- _How to complete this task_
Whenever a line carries the word "DRIVE", pull it out of the entries.
----- The data
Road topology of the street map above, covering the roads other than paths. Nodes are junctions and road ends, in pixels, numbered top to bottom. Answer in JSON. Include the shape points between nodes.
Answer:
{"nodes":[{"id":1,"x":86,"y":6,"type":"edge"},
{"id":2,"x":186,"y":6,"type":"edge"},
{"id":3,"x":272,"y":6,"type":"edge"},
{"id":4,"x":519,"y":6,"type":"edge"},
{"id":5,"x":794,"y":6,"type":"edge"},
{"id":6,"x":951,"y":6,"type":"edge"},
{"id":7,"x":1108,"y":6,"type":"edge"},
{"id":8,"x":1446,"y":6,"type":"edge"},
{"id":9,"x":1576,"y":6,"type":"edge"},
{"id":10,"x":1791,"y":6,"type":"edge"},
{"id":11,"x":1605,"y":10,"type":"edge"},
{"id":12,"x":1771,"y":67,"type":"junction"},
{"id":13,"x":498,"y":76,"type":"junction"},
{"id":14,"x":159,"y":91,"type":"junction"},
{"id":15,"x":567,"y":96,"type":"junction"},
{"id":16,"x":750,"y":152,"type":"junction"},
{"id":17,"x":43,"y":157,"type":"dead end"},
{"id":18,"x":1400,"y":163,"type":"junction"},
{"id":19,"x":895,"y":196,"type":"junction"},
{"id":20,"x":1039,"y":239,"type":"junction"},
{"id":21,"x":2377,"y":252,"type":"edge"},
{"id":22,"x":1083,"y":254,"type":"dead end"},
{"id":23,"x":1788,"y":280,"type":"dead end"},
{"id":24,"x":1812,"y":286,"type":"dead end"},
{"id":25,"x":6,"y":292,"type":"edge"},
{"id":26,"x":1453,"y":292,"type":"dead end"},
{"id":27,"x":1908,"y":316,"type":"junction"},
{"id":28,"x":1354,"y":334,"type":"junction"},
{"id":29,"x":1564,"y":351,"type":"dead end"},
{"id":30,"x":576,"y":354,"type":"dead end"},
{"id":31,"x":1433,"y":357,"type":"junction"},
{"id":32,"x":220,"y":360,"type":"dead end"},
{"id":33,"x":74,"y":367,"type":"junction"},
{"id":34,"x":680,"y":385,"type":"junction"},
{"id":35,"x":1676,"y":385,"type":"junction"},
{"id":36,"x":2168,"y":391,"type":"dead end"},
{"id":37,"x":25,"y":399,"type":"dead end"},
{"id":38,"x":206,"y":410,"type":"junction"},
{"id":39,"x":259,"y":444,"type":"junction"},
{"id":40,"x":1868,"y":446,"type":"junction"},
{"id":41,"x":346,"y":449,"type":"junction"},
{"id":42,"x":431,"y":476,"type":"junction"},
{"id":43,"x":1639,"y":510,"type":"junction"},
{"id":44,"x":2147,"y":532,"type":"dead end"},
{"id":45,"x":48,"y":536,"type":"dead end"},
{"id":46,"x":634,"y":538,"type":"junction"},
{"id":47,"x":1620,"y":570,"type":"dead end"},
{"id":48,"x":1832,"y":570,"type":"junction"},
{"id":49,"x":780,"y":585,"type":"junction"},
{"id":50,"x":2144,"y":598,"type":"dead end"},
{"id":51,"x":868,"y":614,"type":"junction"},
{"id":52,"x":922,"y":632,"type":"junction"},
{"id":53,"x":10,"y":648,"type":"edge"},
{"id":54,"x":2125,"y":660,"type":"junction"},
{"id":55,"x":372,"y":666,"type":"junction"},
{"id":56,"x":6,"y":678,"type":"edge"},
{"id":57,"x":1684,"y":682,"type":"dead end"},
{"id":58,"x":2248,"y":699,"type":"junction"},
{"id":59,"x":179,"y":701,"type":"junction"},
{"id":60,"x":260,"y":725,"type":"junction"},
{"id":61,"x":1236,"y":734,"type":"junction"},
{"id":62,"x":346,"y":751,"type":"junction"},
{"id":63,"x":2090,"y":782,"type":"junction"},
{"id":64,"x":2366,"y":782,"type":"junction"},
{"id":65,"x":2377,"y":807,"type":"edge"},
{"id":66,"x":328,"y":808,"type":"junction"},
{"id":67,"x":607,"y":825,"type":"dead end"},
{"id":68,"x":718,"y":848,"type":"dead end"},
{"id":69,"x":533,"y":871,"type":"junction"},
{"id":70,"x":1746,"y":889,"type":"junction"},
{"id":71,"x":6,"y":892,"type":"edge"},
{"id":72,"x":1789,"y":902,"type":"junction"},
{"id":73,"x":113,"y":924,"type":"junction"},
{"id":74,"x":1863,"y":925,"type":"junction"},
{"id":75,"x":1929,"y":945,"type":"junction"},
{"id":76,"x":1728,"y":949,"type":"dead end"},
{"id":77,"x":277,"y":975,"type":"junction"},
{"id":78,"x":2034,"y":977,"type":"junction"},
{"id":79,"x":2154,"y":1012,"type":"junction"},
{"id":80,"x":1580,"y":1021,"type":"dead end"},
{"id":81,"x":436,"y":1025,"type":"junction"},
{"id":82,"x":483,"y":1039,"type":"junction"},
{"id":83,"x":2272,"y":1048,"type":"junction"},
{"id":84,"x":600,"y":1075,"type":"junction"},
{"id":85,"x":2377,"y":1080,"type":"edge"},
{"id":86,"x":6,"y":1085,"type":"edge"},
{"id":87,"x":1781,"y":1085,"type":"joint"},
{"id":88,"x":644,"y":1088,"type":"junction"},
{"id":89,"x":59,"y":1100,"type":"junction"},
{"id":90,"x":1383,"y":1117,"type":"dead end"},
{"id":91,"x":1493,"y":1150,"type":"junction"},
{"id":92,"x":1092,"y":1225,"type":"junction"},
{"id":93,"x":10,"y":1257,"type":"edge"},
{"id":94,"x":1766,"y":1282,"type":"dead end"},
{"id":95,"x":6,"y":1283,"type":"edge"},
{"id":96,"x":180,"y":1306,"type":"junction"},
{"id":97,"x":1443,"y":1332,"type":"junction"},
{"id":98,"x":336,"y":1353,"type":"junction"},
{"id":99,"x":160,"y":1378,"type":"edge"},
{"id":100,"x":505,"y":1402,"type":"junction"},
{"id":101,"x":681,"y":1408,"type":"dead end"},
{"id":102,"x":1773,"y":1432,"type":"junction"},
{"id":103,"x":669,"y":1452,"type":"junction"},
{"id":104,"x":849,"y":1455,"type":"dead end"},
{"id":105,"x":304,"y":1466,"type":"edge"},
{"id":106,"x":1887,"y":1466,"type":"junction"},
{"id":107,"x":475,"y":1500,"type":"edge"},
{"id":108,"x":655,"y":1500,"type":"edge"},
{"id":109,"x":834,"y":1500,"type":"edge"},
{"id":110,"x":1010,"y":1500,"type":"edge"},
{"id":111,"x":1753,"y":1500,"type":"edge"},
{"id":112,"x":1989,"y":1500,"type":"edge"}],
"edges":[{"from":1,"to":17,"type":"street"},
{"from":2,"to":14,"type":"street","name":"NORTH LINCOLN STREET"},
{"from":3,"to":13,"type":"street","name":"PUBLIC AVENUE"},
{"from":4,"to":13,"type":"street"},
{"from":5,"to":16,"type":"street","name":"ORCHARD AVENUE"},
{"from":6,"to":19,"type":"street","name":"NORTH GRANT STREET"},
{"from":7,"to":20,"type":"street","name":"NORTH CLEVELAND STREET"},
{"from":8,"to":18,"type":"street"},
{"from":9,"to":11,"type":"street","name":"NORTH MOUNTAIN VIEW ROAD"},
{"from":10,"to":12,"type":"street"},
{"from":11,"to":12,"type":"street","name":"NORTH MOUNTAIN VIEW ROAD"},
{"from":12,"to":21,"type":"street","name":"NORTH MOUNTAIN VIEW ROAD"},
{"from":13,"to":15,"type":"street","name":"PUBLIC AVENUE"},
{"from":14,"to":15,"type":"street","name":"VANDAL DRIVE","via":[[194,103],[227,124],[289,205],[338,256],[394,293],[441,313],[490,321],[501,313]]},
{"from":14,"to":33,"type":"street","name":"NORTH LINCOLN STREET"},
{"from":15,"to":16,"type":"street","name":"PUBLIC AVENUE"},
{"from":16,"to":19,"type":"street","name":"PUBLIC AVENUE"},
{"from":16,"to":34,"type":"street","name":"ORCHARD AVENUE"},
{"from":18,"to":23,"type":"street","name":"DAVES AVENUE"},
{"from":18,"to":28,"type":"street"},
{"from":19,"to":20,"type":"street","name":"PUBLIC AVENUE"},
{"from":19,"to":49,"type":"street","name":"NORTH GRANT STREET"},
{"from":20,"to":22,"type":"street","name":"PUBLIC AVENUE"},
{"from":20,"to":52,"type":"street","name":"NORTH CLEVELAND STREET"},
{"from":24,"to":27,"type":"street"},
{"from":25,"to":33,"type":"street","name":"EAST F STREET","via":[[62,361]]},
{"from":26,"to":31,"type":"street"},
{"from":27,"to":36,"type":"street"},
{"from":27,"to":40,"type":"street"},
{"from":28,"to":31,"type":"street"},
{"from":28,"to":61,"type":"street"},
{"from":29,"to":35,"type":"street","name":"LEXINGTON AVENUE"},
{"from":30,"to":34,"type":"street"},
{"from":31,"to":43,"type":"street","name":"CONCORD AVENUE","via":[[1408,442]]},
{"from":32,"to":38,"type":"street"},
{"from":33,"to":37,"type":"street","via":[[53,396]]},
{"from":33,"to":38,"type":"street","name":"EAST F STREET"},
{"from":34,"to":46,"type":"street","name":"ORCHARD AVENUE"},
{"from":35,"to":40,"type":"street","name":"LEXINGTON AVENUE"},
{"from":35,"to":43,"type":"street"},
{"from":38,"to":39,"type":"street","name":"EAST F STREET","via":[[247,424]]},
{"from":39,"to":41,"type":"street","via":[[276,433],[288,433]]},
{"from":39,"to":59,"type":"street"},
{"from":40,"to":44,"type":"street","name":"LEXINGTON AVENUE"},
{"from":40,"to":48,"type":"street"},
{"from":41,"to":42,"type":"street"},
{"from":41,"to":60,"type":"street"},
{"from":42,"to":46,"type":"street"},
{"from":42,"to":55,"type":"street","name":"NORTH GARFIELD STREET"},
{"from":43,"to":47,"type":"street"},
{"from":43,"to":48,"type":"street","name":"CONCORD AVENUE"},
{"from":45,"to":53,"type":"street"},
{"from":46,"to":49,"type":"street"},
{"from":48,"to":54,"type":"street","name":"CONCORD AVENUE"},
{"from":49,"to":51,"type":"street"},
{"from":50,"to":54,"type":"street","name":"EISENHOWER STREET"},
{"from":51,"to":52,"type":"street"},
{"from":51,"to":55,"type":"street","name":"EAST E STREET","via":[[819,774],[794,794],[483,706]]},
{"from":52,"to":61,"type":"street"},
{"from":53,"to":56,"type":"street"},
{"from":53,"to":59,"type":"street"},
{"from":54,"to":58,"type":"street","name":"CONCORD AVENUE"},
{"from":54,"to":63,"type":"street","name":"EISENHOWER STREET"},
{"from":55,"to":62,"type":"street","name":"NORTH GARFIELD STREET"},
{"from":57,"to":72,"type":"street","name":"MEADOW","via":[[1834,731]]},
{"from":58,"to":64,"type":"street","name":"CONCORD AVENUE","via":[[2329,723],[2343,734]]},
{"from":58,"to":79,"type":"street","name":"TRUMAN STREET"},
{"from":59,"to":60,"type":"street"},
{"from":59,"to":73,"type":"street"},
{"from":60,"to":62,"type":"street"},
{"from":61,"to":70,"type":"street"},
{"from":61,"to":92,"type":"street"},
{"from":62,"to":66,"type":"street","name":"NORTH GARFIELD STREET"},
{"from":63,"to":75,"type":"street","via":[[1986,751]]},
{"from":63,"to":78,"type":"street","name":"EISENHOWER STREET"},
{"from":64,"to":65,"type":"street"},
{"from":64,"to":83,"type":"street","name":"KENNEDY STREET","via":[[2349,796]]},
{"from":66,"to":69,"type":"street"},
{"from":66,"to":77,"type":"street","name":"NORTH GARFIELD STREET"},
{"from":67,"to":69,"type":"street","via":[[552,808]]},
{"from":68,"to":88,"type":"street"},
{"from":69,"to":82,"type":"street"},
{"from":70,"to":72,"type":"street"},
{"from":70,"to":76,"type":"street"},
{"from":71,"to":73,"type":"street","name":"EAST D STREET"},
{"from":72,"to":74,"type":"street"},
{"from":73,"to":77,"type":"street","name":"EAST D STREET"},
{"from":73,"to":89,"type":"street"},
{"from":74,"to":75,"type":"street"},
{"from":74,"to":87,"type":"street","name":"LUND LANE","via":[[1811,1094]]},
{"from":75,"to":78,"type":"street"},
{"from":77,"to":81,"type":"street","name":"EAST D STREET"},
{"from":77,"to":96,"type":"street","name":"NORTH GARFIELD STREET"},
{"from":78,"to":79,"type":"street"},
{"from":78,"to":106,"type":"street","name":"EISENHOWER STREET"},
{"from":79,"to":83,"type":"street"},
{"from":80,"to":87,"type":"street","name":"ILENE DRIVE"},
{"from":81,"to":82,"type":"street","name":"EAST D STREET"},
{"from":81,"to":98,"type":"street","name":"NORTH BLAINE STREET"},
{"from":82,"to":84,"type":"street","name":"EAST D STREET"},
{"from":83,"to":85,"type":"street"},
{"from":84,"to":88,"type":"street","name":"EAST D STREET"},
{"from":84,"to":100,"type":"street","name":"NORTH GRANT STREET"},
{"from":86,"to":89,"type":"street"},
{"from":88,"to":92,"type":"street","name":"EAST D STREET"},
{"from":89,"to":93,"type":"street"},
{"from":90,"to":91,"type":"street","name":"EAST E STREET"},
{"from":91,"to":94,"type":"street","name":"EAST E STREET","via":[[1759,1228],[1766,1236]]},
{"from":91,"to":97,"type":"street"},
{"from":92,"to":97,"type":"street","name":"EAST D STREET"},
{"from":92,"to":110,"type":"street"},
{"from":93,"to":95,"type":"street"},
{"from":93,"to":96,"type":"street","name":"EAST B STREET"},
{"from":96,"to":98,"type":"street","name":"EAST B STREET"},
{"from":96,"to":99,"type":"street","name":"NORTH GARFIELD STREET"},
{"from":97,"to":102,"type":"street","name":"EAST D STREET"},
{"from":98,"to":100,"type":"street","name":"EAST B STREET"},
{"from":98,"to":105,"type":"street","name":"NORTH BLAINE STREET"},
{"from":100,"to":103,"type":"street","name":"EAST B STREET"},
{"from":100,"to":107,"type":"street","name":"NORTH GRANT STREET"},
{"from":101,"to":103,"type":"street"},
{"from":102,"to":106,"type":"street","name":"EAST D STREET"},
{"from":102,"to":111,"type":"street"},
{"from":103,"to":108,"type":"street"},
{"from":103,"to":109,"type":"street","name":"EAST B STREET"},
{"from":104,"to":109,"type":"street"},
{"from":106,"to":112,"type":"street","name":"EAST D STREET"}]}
----------
- _Written response_
{"from":14,"to":15,"type":"street","name":"VANDAL DRIVE","via":[[194,103],[227,124],[289,205],[338,256],[394,293],[441,313],[490,321],[501,313]]},
{"from":80,"to":87,"type":"street","name":"ILENE DRIVE"},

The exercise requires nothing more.